- [WORK ORDER]:
In the listing below, every entry should be duplicated exactly.

▼▼▼

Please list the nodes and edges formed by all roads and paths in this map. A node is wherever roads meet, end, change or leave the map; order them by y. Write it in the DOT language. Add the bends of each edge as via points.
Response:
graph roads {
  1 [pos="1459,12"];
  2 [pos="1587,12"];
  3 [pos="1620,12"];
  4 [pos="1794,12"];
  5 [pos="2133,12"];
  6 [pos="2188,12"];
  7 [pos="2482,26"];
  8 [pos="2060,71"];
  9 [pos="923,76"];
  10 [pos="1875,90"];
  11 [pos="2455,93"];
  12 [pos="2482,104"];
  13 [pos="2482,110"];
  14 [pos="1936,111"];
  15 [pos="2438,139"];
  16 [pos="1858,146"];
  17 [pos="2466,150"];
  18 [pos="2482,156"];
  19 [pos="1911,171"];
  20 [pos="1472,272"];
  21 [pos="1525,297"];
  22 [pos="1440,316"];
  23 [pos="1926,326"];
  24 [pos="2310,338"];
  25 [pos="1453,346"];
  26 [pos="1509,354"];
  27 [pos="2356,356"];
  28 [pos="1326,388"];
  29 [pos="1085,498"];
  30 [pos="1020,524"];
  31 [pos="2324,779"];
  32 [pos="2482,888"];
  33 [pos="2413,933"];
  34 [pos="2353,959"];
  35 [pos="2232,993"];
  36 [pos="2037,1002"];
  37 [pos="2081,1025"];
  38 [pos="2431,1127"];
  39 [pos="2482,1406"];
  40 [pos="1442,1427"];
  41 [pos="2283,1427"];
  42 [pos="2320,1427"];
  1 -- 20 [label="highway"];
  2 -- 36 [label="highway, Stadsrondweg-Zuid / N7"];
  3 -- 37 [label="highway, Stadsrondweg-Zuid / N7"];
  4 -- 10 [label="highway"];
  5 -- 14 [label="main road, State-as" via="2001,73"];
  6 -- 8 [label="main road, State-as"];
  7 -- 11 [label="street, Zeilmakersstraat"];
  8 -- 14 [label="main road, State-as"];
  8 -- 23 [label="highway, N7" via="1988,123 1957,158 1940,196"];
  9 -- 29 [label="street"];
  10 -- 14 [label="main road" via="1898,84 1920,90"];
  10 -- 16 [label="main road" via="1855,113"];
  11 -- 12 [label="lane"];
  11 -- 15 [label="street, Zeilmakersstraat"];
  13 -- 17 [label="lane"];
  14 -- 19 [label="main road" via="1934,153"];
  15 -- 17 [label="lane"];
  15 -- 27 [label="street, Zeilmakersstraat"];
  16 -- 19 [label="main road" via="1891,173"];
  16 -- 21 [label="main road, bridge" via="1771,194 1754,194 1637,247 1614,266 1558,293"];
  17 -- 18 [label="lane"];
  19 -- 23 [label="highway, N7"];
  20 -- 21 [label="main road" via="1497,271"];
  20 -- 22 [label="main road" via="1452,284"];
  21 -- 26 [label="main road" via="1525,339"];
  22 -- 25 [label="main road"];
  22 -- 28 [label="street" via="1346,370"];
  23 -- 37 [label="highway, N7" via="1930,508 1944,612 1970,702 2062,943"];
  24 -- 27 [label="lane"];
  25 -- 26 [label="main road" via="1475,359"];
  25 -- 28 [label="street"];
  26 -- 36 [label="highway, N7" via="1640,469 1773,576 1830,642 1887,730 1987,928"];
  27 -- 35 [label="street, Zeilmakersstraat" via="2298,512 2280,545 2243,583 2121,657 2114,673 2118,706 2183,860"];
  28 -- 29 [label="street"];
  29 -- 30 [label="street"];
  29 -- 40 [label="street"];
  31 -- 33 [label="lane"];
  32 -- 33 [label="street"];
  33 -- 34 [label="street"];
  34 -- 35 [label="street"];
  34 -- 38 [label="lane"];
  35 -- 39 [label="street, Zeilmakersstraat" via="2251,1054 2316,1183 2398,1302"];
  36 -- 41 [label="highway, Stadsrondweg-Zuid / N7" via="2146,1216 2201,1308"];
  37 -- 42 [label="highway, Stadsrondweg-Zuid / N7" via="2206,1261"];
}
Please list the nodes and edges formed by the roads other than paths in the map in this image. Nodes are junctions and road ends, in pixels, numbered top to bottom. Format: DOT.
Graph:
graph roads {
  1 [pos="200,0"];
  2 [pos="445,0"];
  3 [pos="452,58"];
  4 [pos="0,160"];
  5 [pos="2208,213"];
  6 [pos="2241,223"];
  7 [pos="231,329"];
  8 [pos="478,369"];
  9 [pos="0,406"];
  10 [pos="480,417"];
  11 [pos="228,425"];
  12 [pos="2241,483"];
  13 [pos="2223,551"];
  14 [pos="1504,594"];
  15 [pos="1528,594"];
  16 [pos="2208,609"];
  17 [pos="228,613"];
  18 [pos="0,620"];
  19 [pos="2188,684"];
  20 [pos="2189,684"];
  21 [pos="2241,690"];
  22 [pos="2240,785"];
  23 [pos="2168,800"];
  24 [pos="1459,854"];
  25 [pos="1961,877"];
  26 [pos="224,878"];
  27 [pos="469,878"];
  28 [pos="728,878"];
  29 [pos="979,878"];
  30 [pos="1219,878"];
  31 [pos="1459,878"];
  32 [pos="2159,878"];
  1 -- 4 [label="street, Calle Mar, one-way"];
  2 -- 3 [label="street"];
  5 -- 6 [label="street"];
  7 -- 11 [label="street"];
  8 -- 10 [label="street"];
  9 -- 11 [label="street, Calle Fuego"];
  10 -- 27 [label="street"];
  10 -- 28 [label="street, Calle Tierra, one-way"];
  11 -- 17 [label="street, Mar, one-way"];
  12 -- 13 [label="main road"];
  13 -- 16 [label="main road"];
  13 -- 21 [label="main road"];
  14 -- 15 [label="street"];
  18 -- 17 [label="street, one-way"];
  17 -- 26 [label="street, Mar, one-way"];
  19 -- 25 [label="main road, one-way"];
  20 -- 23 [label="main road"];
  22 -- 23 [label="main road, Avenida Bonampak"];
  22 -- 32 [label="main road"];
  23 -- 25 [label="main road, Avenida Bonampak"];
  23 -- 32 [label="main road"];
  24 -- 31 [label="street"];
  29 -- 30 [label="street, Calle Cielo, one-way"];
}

▲▲▲

- [SOLUTION FOR THIS PROBLEM]:
Please list the nodes and edges formed by all roads and paths in this map. A node is wherever roads meet, end, change or leave the map; order them by y. Write it in the DOT language. Add the bends of each edge as via points.
Response:
graph roads {
  1 [pos="1459,12"];
  2 [pos="1587,12"];
  3 [pos="1620,12"];
  4 [pos="1794,12"];
  5 [pos="2133,12"];
  6 [pos="2188,12"];
  7 [pos="2482,26"];
  8 [pos="2060,71"];
  9 [pos="923,76"];
  10 [pos="1875,90"];
  11 [pos="2455,93"];
  12 [pos="2482,104"];
  13 [pos="2482,110"];
  14 [pos="1936,111"];
  15 [pos="2438,139"];
  16 [pos="1858,146"];
  17 [pos="2466,150"];
  18 [pos="2482,156"];
  19 [pos="1911,171"];
  20 [pos="1472,272"];
  21 [pos="1525,297"];
  22 [pos="1440,316"];
  23 [pos="1926,326"];
  24 [pos="2310,338"];
  25 [pos="1453,346"];
  26 [pos="1509,354"];
  27 [pos="2356,356"];
  28 [pos="1326,388"];
  29 [pos="1085,498"];
  30 [pos="1020,524"];
  31 [pos="2324,779"];
  32 [pos="2482,888"];
  33 [pos="2413,933"];
  34 [pos="2353,959"];
  35 [pos="2232,993"];
  36 [pos="2037,1002"];
  37 [pos="2081,1025"];
  38 [pos="2431,1127"];
  39 [pos="2482,1406"];
  40 [pos="1442,1427"];
  41 [pos="2283,1427"];
  42 [pos="2320,1427"];
  1 -- 20 [label="highway"];
  2 -- 36 [label="highway, Stadsrondweg-Zuid / N7"];
  3 -- 37 [label="highway, Stadsrondweg-Zuid / N7"];
  4 -- 10 [label="highway"];
  5 -- 14 [label="main road, State-as" via="2001,73"];
  6 -- 8 [label="main road, State-as"];
  7 -- 11 [label="street, Zeilmakersstraat"];
  8 -- 14 [label="main road, State-as"];
  8 -- 23 [label="highway, N7" via="1988,123 1957,158 1940,196"];
  9 -- 29 [label="street"];
  10 -- 14 [label="main road" via="1898,84 1920,90"];
  10 -- 16 [label="main road" via="1855,113"];
  11 -- 12 [label="lane"];
  11 -- 15 [label="street, Zeilmakersstraat"];
  13 -- 17 [label="lane"];
  14 -- 19 [label="main road" via="1934,153"];
  15 -- 17 [label="lane"];
  15 -- 27 [label="street, Zeilmakersstraat"];
  16 -- 19 [label="main road" via="1891,173"];
  16 -- 21 [label="main road, bridge" via="1771,194 1754,194 1637,247 1614,266 1558,293"];
  17 -- 18 [label="lane"];
  19 -- 23 [label="highway, N7"];
  20 -- 21 [label="main road" via="1497,271"];
  20 -- 22 [label="main road" via="1452,284"];
  21 -- 26 [label="main road" via="1525,339"];
  22 -- 25 [label="main road"];
  22 -- 28 [label="street" via="1346,370"];
  23 -- 37 [label="highway, N7" via="1930,508 1944,612 1970,702 2062,943"];
  24 -- 27 [label="lane"];
  25 -- 26 [label="main road" via="1475,359"];
  25 -- 28 [label="street"];
  26 -- 36 [label="highway, N7" via="1640,469 1773,576 1830,642 1887,730 1987,928"];
  27 -- 35 [label="street, Zeilmakersstraat" via="2298,512 2280,545 2243,583 2121,657 2114,673 2118,706 2183,860"];
  28 -- 29 [label="street"];
  29 -- 30 [label="street"];
  29 -- 40 [label="street"];
  31 -- 33 [label="lane"];
  32 -- 33 [label="street"];
  33 -- 34 [label="street"];
  34 -- 35 [label="street"];
  34 -- 38 [label="lane"];
  35 -- 39 [label="street, Zeilmakersstraat" via="2251,1054 2316,1183 2398,1302"];
  36 -- 41 [label="highway, Stadsrondweg-Zuid / N7" via="2146,1216 2201,1308"];
  37 -- 42 [label="highway, Stadsrondweg-Zuid / N7" via="2206,1261"];
}
Please list the nodes and edges formed by the roads other than paths in the map in this image. Nodes are junctions and road ends, in pixels, numbered top to bottom. Format: DOT.
Graph:
graph roads {
  1 [pos="200,0"];
  2 [pos="445,0"];
  3 [pos="452,58"];
  4 [pos="0,160"];
  5 [pos="2208,213"];
  6 [pos="2241,223"];
  7 [pos="231,329"];
  8 [pos="478,369"];
  9 [pos="0,406"];
  10 [pos="480,417"];
  11 [pos="228,425"];
  12 [pos="2241,483"];
  13 [pos="2223,551"];
  14 [pos="1504,594"];
  15 [pos="1528,594"];
  16 [pos="2208,609"];
  17 [pos="228,613"];
  18 [pos="0,620"];
  19 [pos="2188,684"];
  20 [pos="2189,684"];
  21 [pos="2241,690"];
  22 [pos="2240,785"];
  23 [pos="2168,800"];
  24 [pos="1459,854"];
  25 [pos="1961,877"];
  26 [pos="224,878"];
  27 [pos="469,878"];
  28 [pos="728,878"];
  29 [pos="979,878"];
  30 [pos="1219,878"];
  31 [pos="1459,878"];
  32 [pos="2159,878"];
  1 -- 4 [label="street, Calle Mar, one-way"];
  2 -- 3 [label="street"];
  5 -- 6 [label="street"];
  7 -- 11 [label="street"];
  8 -- 10 [label="street"];
  9 -- 11 [label="street, Calle Fuego"];
  10 -- 27 [label="street"];
  10 -- 28 [label="street, Calle Tierra, one-way"];
  11 -- 17 [label="street, Mar, one-way"];
  12 -- 13 [label="main road"];
  13 -- 16 [label="main road"];
  13 -- 21 [label="main road"];
  14 -- 15 [label="street"];
  18 -- 17 [label="street, one-way"];
  17 -- 26 [label="street, Mar, one-way"];
  19 -- 25 [label="main road, one-way"];
  20 -- 23 [label="main road"];
  22 -- 23 [label="main road, Avenida Bonampak"];
  22 -- 32 [label="main road"];
  23 -- 25 [label="main road, Avenida Bonampak"];
  23 -- 32 [label="main road"];
  24 -- 31 [label="street"];
  29 -- 30 [label="street, Calle Cielo, one-way"];
}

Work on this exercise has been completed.